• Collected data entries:
--- START ---

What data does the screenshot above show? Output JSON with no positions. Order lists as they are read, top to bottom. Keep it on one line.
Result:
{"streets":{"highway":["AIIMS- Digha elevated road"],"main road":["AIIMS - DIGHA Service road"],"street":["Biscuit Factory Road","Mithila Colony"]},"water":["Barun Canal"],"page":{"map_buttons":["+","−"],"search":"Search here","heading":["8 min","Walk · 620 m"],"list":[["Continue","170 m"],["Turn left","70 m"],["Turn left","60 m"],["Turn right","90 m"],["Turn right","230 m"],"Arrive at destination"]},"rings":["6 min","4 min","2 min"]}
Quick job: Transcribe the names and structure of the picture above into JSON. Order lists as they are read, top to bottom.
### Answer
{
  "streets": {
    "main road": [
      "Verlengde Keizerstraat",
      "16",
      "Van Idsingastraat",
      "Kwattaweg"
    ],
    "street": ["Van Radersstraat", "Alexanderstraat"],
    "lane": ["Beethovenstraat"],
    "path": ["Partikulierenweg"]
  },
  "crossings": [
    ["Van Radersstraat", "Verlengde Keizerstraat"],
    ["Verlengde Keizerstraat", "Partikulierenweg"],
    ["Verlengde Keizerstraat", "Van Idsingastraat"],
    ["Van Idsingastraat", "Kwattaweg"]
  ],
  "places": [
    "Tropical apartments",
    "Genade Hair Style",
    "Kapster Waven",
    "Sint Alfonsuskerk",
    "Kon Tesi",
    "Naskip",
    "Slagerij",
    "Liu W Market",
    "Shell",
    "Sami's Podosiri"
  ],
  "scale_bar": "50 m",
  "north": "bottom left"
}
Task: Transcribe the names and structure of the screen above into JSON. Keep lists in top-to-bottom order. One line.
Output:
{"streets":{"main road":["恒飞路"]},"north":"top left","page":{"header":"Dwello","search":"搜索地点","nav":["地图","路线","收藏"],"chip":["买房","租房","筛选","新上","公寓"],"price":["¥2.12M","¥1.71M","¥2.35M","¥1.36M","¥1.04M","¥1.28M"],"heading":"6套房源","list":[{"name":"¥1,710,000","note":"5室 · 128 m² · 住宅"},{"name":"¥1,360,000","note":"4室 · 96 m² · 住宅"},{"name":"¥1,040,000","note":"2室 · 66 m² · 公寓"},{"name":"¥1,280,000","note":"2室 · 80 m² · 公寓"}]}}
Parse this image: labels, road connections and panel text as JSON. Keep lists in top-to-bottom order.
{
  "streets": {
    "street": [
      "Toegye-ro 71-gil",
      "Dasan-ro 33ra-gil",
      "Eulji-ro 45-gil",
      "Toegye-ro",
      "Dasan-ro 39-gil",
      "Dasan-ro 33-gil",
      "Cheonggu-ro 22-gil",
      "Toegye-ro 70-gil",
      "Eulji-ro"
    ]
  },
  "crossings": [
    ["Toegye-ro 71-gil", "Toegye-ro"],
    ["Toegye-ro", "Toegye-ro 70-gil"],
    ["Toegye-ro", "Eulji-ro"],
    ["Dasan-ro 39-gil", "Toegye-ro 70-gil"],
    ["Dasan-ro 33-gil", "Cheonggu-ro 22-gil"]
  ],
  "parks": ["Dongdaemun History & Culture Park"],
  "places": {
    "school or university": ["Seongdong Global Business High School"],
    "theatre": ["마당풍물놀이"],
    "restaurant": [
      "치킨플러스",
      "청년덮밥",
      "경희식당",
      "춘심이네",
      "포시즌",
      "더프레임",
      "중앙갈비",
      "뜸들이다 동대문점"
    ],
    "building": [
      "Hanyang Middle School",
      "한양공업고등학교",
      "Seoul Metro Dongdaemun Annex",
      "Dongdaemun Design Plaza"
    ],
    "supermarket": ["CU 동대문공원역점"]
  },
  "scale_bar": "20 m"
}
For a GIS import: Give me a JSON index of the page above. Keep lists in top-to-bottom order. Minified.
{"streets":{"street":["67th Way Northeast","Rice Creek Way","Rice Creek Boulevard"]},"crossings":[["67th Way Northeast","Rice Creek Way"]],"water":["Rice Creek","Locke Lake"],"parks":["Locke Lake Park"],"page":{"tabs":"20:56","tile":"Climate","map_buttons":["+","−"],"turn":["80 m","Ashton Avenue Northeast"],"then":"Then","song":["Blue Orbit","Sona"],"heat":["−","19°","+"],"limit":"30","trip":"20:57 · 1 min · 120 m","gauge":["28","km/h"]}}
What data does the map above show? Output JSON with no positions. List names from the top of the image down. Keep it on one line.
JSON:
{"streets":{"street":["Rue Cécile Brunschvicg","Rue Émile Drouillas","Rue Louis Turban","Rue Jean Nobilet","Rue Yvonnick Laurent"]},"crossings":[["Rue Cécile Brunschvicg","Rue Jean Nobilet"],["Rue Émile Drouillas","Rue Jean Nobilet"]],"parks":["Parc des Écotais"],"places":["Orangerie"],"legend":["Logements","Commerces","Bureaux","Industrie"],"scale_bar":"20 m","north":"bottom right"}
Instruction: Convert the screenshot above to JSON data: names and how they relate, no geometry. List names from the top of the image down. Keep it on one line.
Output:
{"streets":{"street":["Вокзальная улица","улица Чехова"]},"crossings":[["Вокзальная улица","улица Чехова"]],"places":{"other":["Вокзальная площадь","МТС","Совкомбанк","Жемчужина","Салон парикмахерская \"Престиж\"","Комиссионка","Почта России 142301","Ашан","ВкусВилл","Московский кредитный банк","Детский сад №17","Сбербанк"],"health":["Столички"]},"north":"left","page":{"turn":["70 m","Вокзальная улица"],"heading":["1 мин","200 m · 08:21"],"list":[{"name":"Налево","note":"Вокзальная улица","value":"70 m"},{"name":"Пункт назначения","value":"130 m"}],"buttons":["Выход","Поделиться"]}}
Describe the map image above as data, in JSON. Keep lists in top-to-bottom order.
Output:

--- END ---

• BRIEF: Send back the complete set of entries, exactly as shown above.

• SOLUTION FOR THIS TASK:
What data does the screenshot above show? Output JSON with no positions. Order lists as they are read, top to bottom. Keep it on one line.
Result:
{"streets":{"highway":["AIIMS- Digha elevated road"],"main road":["AIIMS - DIGHA Service road"],"street":["Biscuit Factory Road","Mithila Colony"]},"water":["Barun Canal"],"page":{"map_buttons":["+","−"],"search":"Search here","heading":["8 min","Walk · 620 m"],"list":[["Continue","170 m"],["Turn left","70 m"],["Turn left","60 m"],["Turn right","90 m"],["Turn right","230 m"],"Arrive at destination"]},"rings":["6 min","4 min","2 min"]}
Quick job: Transcribe the names and structure of the picture above into JSON. Order lists as they are read, top to bottom.
### Answer
{
  "streets": {
    "main road": [
      "Verlengde Keizerstraat",
      "16",
      "Van Idsingastraat",
      "Kwattaweg"
    ],
    "street": ["Van Radersstraat", "Alexanderstraat"],
    "lane": ["Beethovenstraat"],
    "path": ["Partikulierenweg"]
  },
  "crossings": [
    ["Van Radersstraat", "Verlengde Keizerstraat"],
    ["Verlengde Keizerstraat", "Partikulierenweg"],
    ["Verlengde Keizerstraat", "Van Idsingastraat"],
    ["Van Idsingastraat", "Kwattaweg"]
  ],
  "places": [
    "Tropical apartments",
    "Genade Hair Style",
    "Kapster Waven",
    "Sint Alfonsuskerk",
    "Kon Tesi",
    "Naskip",
    "Slagerij",
    "Liu W Market",
    "Shell",
    "Sami's Podosiri"
  ],
  "scale_bar": "50 m",
  "north": "bottom left"
}
Task: Transcribe the names and structure of the screen above into JSON. Keep lists in top-to-bottom order. One line.
Output:
{"streets":{"main road":["恒飞路"]},"north":"top left","page":{"header":"Dwello","search":"搜索地点","nav":["地图","路线","收藏"],"chip":["买房","租房","筛选","新上","公寓"],"price":["¥2.12M","¥1.71M","¥2.35M","¥1.36M","¥1.04M","¥1.28M"],"heading":"6套房源","list":[{"name":"¥1,710,000","note":"5室 · 128 m² · 住宅"},{"name":"¥1,360,000","note":"4室 · 96 m² · 住宅"},{"name":"¥1,040,000","note":"2室 · 66 m² · 公寓"},{"name":"¥1,280,000","note":"2室 · 80 m² · 公寓"}]}}
Parse this image: labels, road connections and panel text as JSON. Keep lists in top-to-bottom order.
{
  "streets": {
    "street": [
      "Toegye-ro 71-gil",
      "Dasan-ro 33ra-gil",
      "Eulji-ro 45-gil",
      "Toegye-ro",
      "Dasan-ro 39-gil",
      "Dasan-ro 33-gil",
      "Cheonggu-ro 22-gil",
      "Toegye-ro 70-gil",
      "Eulji-ro"
    ]
  },
  "crossings": [
    ["Toegye-ro 71-gil", "Toegye-ro"],
    ["Toegye-ro", "Toegye-ro 70-gil"],
    ["Toegye-ro", "Eulji-ro"],
    ["Dasan-ro 39-gil", "Toegye-ro 70-gil"],
    ["Dasan-ro 33-gil", "Cheonggu-ro 22-gil"]
  ],
  "parks": ["Dongdaemun History & Culture Park"],
  "places": {
    "school or university": ["Seongdong Global Business High School"],
    "theatre": ["마당풍물놀이"],
    "restaurant": [
      "치킨플러스",
      "청년덮밥",
      "경희식당",
      "춘심이네",
      "포시즌",
      "더프레임",
      "중앙갈비",
      "뜸들이다 동대문점"
    ],
    "building": [
      "Hanyang Middle School",
      "한양공업고등학교",
      "Seoul Metro Dongdaemun Annex",
      "Dongdaemun Design Plaza"
    ],
    "supermarket": ["CU 동대문공원역점"]
  },
  "scale_bar": "20 m"
}
For a GIS import: Give me a JSON index of the page above. Keep lists in top-to-bottom order. Minified.
{"streets":{"street":["67th Way Northeast","Rice Creek Way","Rice Creek Boulevard"]},"crossings":[["67th Way Northeast","Rice Creek Way"]],"water":["Rice Creek","Locke Lake"],"parks":["Locke Lake Park"],"page":{"tabs":"20:56","tile":"Climate","map_buttons":["+","−"],"turn":["80 m","Ashton Avenue Northeast"],"then":"Then","song":["Blue Orbit","Sona"],"heat":["−","19°","+"],"limit":"30","trip":"20:57 · 1 min · 120 m","gauge":["28","km/h"]}}
What data does the map above show? Output JSON with no positions. List names from the top of the image down. Keep it on one line.
JSON:
{"streets":{"street":["Rue Cécile Brunschvicg","Rue Émile Drouillas","Rue Louis Turban","Rue Jean Nobilet","Rue Yvonnick Laurent"]},"crossings":[["Rue Cécile Brunschvicg","Rue Jean Nobilet"],["Rue Émile Drouillas","Rue Jean Nobilet"]],"parks":["Parc des Écotais"],"places":["Orangerie"],"legend":["Logements","Commerces","Bureaux","Industrie"],"scale_bar":"20 m","north":"bottom right"}
Instruction: Convert the screenshot above to JSON data: names and how they relate, no geometry. List names from the top of the image down. Keep it on one line.
Output:
{"streets":{"street":["Вокзальная улица","улица Чехова"]},"crossings":[["Вокзальная улица","улица Чехова"]],"places":{"other":["Вокзальная площадь","МТС","Совкомбанк","Жемчужина","Салон парикмахерская \"Престиж\"","Комиссионка","Почта России 142301","Ашан","ВкусВилл","Московский кредитный банк","Детский сад №17","Сбербанк"],"health":["Столички"]},"north":"left","page":{"turn":["70 m","Вокзальная улица"],"heading":["1 мин","200 m · 08:21"],"list":[{"name":"Налево","note":"Вокзальная улица","value":"70 m"},{"name":"Пункт назначения","value":"130 m"}],"buttons":["Выход","Поделиться"]}}
Describe the map image above as data, in JSON. Keep lists in top-to-bottom order.
Output:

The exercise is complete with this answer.